Free : la quatrième licence 3G acquise

7 jan 2010

Pour les néophytes, cela signifie que d’ici environ deux ans, selon Xavier Niel[1] vice-président et directeur de la stratégie d’Iliad, Free mobile attaquera le marché.

Il va s’agir d’un acteur très sérieux pour Bouygues Telecom, qui se dit toutefois « préparés » selon les termes d’Olivier Roussat, directeur général de Bouygues Telecom.

En effet, arrivés sur le marché de la téléphonie mobile en 1994, après France Telecom et SFR, ils ont réussis à s’imposer face à une concurrence bien ancrée et comptent aujourd’hui plus de 10 066 000 de clients au 30 septembre 2009 (soit près de 20% des abonnés mobiles en France). Leur stratégie était claire et simple : proposer des prix plus qu’attractifs à une population principalement étudiante, et ne cesser d’innover. C’est ainsi que Bouygues Telecom a été le premier à proposer le service des SMS (gratuit à l’origine entre les abonnés Bouygues jusqu’en 1997), la gratuité du répondeur, la présentation du numéro, et le fameux forfait Millenium en 1999[2].

Quant à Free, ayant une stratégie similaire en tant que fournisseur d’accès à Internet, Bouygues a en effet intérêt à œuvrer d’arrache-pieds pour que sa clientèle (qui sera donc principalement la proie de Free) ne change d’opérateur.

Suite à un lobbying très actif de Bouygues Telecom auprès du Président de la République, ce n’est pas sans embûches que cet appel d’offres s’est déroulé.
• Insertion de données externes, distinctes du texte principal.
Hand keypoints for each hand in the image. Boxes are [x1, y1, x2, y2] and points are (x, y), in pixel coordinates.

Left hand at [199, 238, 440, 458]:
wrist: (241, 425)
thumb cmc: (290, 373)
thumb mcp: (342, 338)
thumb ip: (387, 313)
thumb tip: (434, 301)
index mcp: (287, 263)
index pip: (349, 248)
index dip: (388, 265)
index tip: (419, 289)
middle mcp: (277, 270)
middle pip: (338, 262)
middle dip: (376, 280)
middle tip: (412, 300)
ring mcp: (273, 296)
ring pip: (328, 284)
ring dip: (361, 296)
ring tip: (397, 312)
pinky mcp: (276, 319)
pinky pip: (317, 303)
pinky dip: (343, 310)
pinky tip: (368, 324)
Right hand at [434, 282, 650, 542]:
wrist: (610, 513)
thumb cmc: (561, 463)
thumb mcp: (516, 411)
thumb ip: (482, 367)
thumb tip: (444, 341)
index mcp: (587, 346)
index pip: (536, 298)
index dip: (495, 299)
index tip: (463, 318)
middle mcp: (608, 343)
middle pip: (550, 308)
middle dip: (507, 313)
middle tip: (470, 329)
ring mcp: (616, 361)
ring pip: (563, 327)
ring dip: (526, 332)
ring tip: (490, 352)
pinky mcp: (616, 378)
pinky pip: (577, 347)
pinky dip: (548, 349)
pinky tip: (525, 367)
En effet, en février 2009, le prix de cette licence avait été fixée à 206 millions d’euros, puis augmenté à 240 millions en juin selon les recommandations de la Commission des Participations et des Transferts (CPT) saisie par le Gouvernement pour être de ce fait « inattaquables » (selon les termes de M. Luc Chatel[3] ) sur l’établissement du prix. Bouygues a déjà déposé deux recours au Conseil d’État, jugeant l’octroi de cette quatrième licence anticoncurrentielle, et France Telecom menace de saisir la Commission Européenne. Mais cette dernière s’est déjà dite favorable à l’entrée en France d’un quatrième opérateur mobile, alors que Nicolas Sarkozy avait énoncé la veille qu’il était :

« assez sceptique et réservé sur le choix d’un quatrième opérateur mobile, le prix le plus bas n’étant pas forcément le meilleur. »

Le vendredi 18 décembre 2009, date historique, l’ARCEP s’est prononcée sur la candidature de Free mobile[4]. Le fournisseur parmi les moins endettés d’Europe est entré dans la danse.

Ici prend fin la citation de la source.